(EXTRACTED DATA):

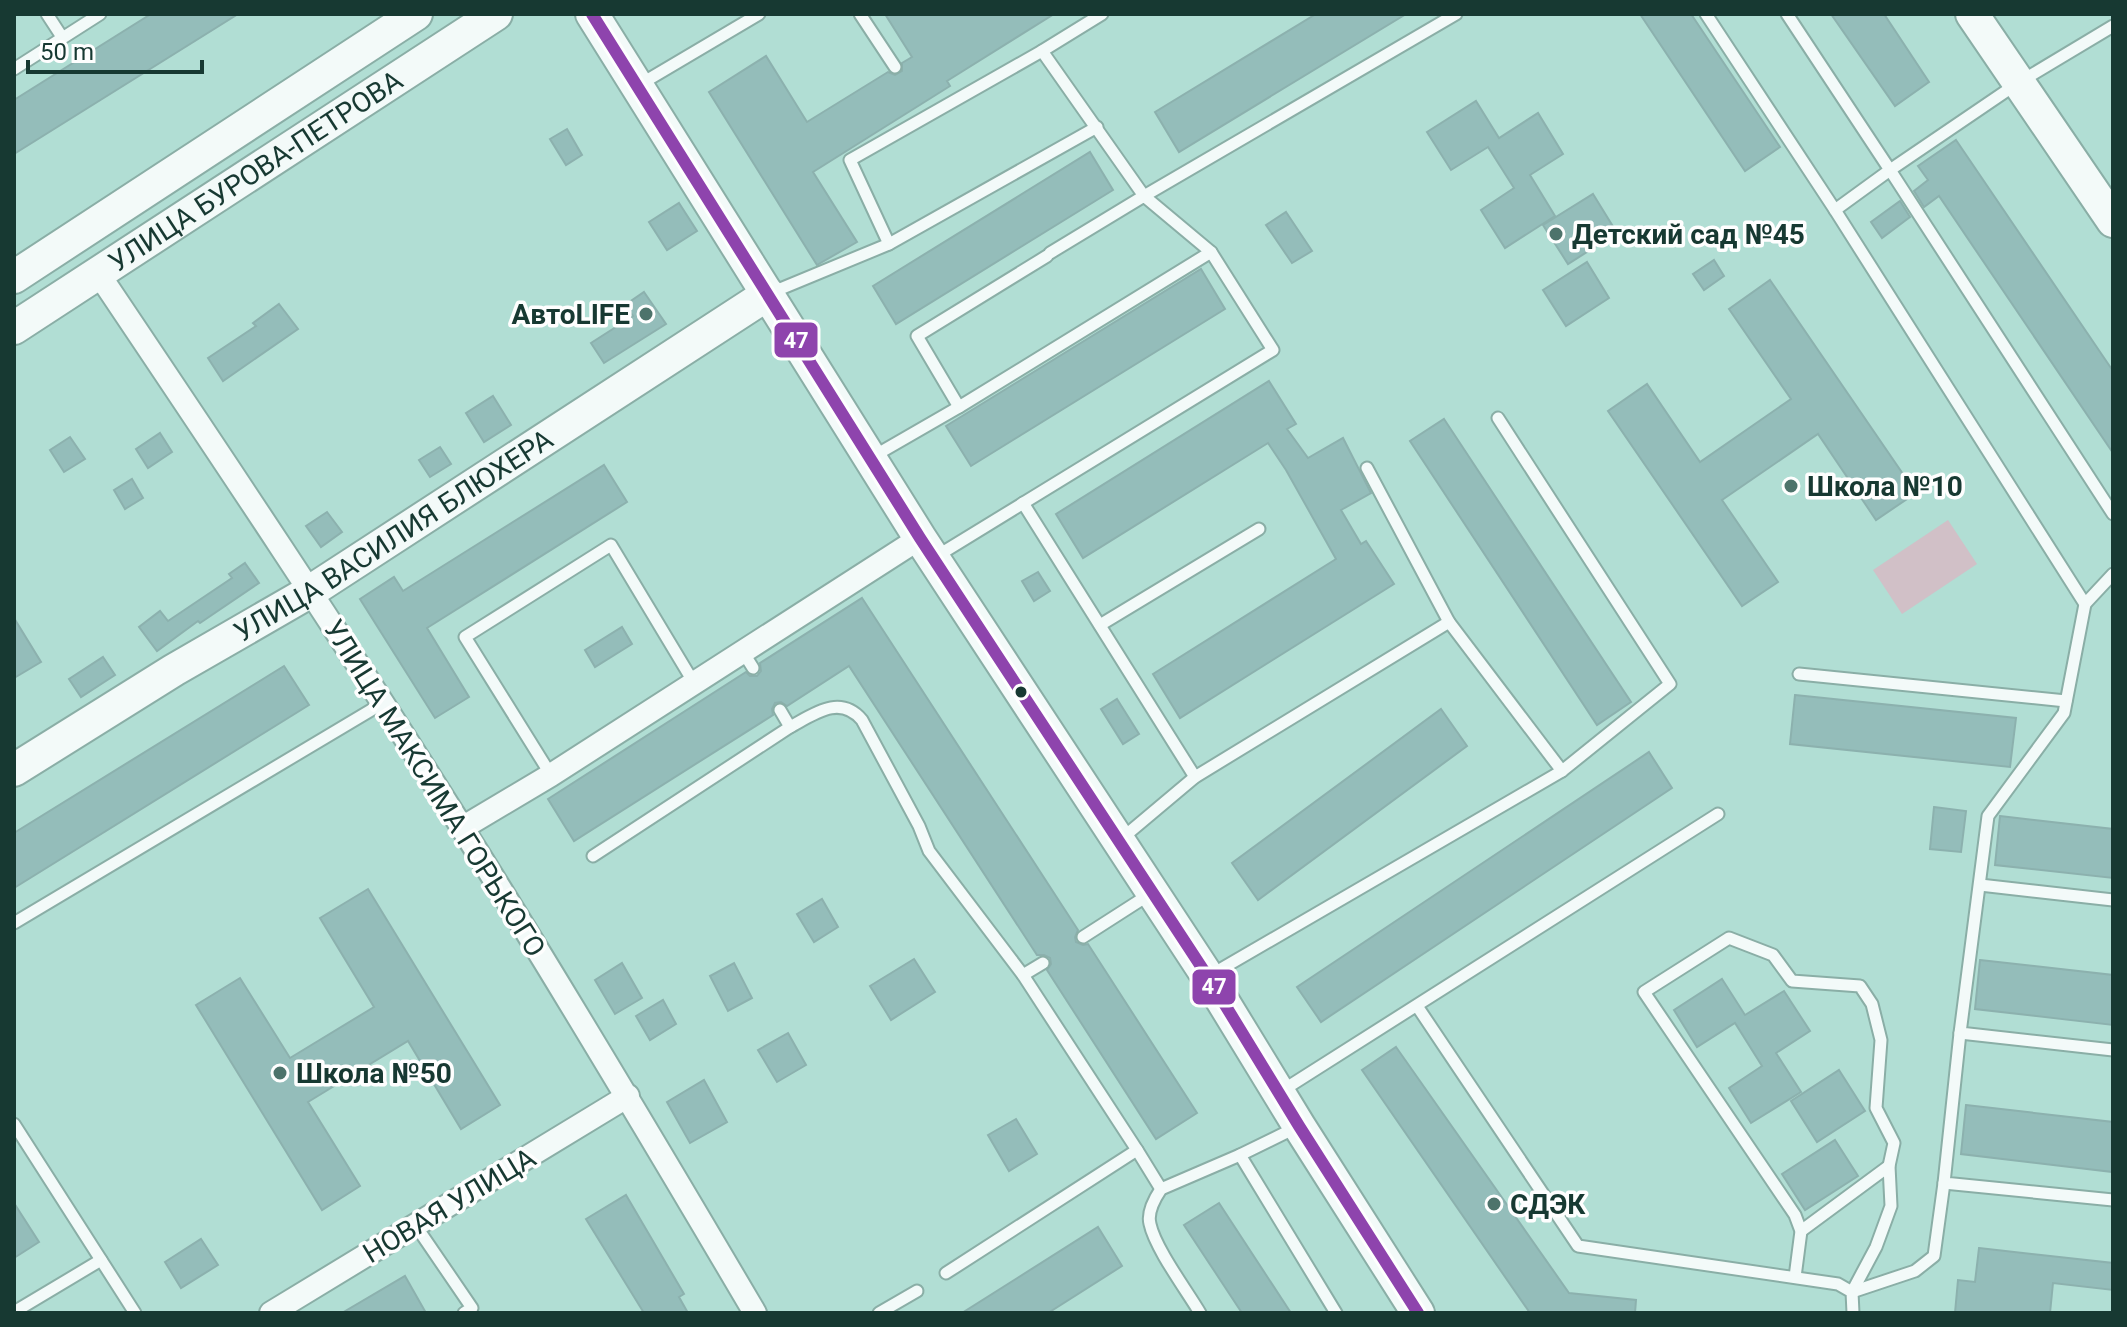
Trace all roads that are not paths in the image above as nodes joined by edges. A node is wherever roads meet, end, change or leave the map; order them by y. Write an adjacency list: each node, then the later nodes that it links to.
1 (47, 14): 14 (lane)
2 (100, 14): 14 (lane)
3 (416, 14): 29 (main road, УЛИЦА БУРОВА-ПЕТРОВА)
4 (496, 14): 30 (main road, УЛИЦА БУРОВА-ПЕТРОВА)
5 (592, 14): 19 (main road)
6 (759, 14): 19 (lane)
7 (860, 14): 16 (lane)
8 (1102, 14): 15 (lane)
9 (1456, 14): 24 (lane)
10 (1706, 14): 25 (lane)
11 (1787, 14): 23 (lane)
12 (1972, 14): 18 (main road)
13 (2113, 26): 18 (lane)
14 (62, 37): 17 (lane)
15 (1042, 51): 21 (lane); 22 (lane)
16 (895, 67)
17 (14, 69)
18 (2018, 83): 23 (lane); 26 (main road)
19 (638, 85): 31 (main road)
20 (920, 105): 21 (lane)
21 (927, 117): 27 (lane)
22 (1097, 127): 24 (lane); 27 (lane)
23 (1890, 170): 25 (lane); 38 (lane)
24 (1144, 196): 28 (lane); 33 (lane)
25 (1835, 210): 43 (lane)
26 (2113, 221)
27 (889, 244): 31 (lane)
28 (1211, 252): 33 (lane); 37 (lane)
29 (17, 269)
30 (98, 273): 32 (main road, УЛИЦА БУРОВА-ПЕТРОВА); 42 (street, УЛИЦА МАКСИМА ГОРЬКОГО)
31 (768, 294): 35 (main road); 42 (main road, УЛИЦА ВАСИЛИЯ БЛЮХЕРА)
32 (14, 328)
33 (959, 407): 35 (lane)
34 (1498, 418): 53 (lane)
35 (870, 459): 40 (main road)
36 (1367, 468): 44 (lane)
37 (1023, 503): 40 (lane); 45 (lane)
38 (2113, 514)
39 (1259, 529): 45 (lane)
40 (926, 548): 47 (street); 58 (main road)
41 (2113, 574): 43 (lane)
42 (311, 591): 49 (street, УЛИЦА МАКСИМА ГОРЬКОГО); 52 (main road, УЛИЦА ВАСИЛИЯ БЛЮХЕРА)
43 (2085, 604): 48 (lane)
44 (1449, 622): 53 (lane); 55 (lane)
45 (1100, 625): 55 (lane)
46 (1799, 674): 48 (lane)
47 (694, 683): 54 (street); 54 (lane)
48 (2066, 701): 60 (lane)
49 (383, 703): 57 (street, УЛИЦА МАКСИМА ГОРЬКОГО); 63 (lane)
50 (780, 710): 51 (lane)
51 (790, 727): 59 (lane); 66 (lane)
52 (14, 770)
53 (1562, 771): 67 (lane)
54 (551, 775): 57 (street)
55 (1195, 777): 58 (lane)
56 (1718, 814): 68 (lane)
57 (462, 828): 72 (street, УЛИЦА МАКСИМА ГОРЬКОГО)
58 (1119, 841): 61 (main road)
59 (593, 856)
60 (1980, 885): 62 (lane); 69 (lane)
61 (1153, 893): 64 (lane); 67 (main road)
62 (2113, 900)
63 (14, 923)
64 (1083, 937)
65 (1043, 963): 66 (lane)
66 (1023, 975): 75 (lane)
67 (1208, 977): 71 (main road)
68 (1417, 1006): 71 (lane); 85 (lane)
69 (1960, 1033): 70 (lane); 78 (lane)
70 (2113, 1050)
71 (1279, 1092): 74 (main road)
72 (628, 1096): 81 (street, НОВАЯ УЛИЦА); 92 (street, УЛИЦА МАКСИМА ГОРЬКОГО)
73 (14, 1124): 83 (lane)
74 (1299, 1126): 76 (lane); 96 (main road)
75 (1137, 1150): 79 (lane); 84 (lane)
76 (1240, 1155): 79 (lane); 95 (lane)
77 (1889, 1166): 82 (lane); 82 (lane); 87 (lane)
78 (1944, 1183): 80 (lane); 87 (lane)
79 (1161, 1189): 94 (lane)
80 (2113, 1200)
81 (416, 1226): 90 (street, НОВАЯ УЛИЦА); 91 (lane)
82 (1801, 1231): 85 (lane)
83 (101, 1260): 88 (lane); 89 (lane)
84 (946, 1273)
85 (1795, 1277): 87 (lane)
86 (917, 1291): 93 (lane)
87 (1852, 1292): 97 (lane)
88 (14, 1312)
89 (135, 1313)
90 (271, 1313)
91 (464, 1313)
92 (755, 1313)
93 (879, 1313)
94 (1200, 1313)
95 (1336, 1313)
96 (1418, 1313)
97 (1853, 1313)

(ACTION ITEM):
Lines from the entries that contain the string "ПЕТРОВА" must be found and copied.

(FINISHED TASK):
3 (416, 14): 29 (main road, УЛИЦА БУРОВА-ПЕТРОВА)
4 (496, 14): 30 (main road, УЛИЦА БУРОВА-ПЕТРОВА)
30 (98, 273): 32 (main road, УЛИЦА БУРОВА-ПЕТРОВА); 42 (street, УЛИЦА МАКСИМА ГОРЬКОГО)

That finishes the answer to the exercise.